During the first semester of her junior year, Jodi was studying psychology but realized she was pursuing the wrong major. “I had two years until I finished college and felt I had wasted one semester already,” she says, “When my professors learned about my concern, they immediately helped craft a course plan that worked for me and I thought it was amazing. I took that experience to heart and strive to be a source of advice and help to others no matter what the situation.”
As a senior, Jodi took a class called “Intro to Museum Methods” as an elective. “It was a real eye-opener for me,” she says. “From the first day, everything made sense and I considered it a viable career choice.”

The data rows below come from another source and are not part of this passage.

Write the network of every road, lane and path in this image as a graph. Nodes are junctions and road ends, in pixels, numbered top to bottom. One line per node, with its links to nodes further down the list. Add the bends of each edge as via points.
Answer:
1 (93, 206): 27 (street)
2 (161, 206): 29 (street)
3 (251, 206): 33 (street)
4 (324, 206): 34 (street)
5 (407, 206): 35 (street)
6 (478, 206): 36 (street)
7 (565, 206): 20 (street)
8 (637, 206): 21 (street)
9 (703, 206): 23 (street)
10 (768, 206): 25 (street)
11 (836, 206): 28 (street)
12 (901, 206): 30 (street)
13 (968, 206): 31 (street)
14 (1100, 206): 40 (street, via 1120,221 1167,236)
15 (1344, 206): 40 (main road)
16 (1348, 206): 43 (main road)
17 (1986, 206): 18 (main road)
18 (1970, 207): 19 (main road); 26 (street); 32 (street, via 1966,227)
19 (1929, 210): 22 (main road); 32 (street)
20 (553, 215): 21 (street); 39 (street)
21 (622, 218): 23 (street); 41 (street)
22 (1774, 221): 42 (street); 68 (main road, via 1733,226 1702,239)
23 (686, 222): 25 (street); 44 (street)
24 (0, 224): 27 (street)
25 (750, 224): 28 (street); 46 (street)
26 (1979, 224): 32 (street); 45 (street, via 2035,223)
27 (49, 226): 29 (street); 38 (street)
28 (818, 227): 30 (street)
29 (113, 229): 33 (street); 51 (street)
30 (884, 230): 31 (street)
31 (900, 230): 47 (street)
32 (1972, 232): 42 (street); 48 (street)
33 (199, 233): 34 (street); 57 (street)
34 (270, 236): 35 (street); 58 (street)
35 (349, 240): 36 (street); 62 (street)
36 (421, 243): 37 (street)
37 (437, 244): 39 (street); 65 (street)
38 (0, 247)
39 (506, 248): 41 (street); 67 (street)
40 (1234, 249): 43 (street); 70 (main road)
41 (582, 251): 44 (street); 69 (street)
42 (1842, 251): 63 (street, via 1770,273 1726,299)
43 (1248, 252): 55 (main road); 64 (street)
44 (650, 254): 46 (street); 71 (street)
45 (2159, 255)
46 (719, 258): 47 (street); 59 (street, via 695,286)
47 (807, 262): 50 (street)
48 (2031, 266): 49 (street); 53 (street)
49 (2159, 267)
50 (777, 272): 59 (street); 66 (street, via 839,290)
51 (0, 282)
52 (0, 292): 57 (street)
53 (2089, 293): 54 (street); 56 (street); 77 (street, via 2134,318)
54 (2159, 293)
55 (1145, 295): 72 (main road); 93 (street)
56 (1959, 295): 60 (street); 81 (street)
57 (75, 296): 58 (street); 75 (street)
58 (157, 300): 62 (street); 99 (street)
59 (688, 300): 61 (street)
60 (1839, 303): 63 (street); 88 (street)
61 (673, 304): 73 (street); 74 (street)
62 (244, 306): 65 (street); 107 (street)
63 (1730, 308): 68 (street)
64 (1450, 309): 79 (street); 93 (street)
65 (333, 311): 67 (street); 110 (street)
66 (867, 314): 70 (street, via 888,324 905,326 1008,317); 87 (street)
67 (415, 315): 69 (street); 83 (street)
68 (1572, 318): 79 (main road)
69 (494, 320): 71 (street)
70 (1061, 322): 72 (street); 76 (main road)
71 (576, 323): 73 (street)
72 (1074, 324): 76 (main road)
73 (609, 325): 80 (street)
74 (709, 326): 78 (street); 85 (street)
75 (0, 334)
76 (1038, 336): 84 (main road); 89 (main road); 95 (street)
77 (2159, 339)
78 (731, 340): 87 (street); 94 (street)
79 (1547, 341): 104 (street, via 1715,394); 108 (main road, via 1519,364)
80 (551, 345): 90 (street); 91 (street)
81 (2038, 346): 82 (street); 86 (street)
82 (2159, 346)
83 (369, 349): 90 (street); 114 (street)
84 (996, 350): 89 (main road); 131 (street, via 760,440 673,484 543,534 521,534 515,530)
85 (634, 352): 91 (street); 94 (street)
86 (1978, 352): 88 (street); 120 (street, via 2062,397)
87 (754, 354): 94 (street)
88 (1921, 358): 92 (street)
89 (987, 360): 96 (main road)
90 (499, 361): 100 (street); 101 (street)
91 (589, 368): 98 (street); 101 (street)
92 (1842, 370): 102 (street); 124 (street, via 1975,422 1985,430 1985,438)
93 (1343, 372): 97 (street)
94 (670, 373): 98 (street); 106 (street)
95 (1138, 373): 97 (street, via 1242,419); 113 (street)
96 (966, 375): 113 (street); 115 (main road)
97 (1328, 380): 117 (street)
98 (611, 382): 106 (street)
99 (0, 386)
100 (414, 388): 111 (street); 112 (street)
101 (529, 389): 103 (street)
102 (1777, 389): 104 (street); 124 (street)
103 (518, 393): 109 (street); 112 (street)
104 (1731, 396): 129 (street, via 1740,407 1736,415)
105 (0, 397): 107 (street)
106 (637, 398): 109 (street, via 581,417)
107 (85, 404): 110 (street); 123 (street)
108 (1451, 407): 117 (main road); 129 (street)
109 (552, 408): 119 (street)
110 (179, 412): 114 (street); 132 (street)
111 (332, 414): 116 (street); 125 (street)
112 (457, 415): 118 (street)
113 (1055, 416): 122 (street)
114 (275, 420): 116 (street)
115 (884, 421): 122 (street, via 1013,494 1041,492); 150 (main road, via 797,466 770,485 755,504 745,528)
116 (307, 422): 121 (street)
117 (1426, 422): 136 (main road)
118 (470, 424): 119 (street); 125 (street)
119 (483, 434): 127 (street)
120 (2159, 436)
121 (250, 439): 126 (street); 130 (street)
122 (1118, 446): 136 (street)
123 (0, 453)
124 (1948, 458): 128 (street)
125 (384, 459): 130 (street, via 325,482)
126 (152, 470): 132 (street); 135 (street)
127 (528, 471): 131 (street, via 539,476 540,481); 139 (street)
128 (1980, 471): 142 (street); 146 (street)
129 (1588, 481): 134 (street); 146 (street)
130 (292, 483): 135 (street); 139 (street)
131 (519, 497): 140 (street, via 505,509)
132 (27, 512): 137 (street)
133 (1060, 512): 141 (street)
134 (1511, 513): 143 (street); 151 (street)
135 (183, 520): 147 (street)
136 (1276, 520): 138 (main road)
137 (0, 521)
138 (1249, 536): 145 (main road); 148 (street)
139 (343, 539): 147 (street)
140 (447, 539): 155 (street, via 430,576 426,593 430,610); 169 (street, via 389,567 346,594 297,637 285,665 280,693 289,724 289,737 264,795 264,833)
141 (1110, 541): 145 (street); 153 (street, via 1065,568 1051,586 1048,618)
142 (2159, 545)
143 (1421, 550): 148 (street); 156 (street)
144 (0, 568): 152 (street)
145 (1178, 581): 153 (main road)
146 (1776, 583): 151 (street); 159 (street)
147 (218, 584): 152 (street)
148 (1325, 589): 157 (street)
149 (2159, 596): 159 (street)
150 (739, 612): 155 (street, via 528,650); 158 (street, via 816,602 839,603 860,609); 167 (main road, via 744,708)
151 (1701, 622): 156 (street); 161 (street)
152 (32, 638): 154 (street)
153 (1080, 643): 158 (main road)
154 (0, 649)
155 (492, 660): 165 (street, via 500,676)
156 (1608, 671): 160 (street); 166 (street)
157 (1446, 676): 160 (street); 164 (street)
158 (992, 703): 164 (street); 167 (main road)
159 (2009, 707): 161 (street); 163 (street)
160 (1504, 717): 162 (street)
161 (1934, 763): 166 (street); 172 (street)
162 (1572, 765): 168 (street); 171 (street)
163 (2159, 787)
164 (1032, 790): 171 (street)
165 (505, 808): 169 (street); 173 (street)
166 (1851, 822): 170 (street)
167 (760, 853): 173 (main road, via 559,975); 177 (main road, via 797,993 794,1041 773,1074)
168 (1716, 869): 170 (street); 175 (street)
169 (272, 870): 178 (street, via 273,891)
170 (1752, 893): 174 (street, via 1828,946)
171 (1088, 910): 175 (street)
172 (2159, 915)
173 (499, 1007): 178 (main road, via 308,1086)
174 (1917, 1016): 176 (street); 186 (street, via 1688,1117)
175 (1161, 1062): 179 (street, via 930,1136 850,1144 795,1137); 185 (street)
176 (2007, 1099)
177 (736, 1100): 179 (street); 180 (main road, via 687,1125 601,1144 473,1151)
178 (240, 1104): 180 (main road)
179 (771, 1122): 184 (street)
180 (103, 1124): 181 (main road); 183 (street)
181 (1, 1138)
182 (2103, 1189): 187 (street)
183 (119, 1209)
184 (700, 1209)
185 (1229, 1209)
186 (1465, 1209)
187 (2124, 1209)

Searching for a way to get more museum experience, she found an opportunity to intern/volunteer with the National Museum of American History in Washington, D.C. With that position, she assisted with public events and cataloguing objects in a curatorial department.
She worked for a year then attended the University of Iowa. She then became a volunteer for the State Historical Society of Iowa branch in Iowa City, cataloguing the small artifact collection. Jodi received a master’s degree in U.S. History. “By the end of the year, I was working in Des Moines for the State Historical Society,” she says. “Initially, I was hired to help move the museum collection into a new building. Later I was promoted to registrar.”
Jodi believes that her education helped her develop the ability to deconstruct a potentially chaotic situation. “I feel this is something I do often in my position as a museum registrar,” she says. “When it comes to figuring something out, a lot of my confidence in what I do and how I do it comes from a stellar grounding in what I learned at Luther. I believe this is the short answer to ‘What does the liberal arts teach a student?’”
A museum registrar manages information about a museum’s collection, including transactions and activities involving objects in the collection or in temporary custody.
If you have your life figured out, great. If you don’t, that’s even better. College is a time of balance, doing what’s needed to advance while trying on the personas of what you can be.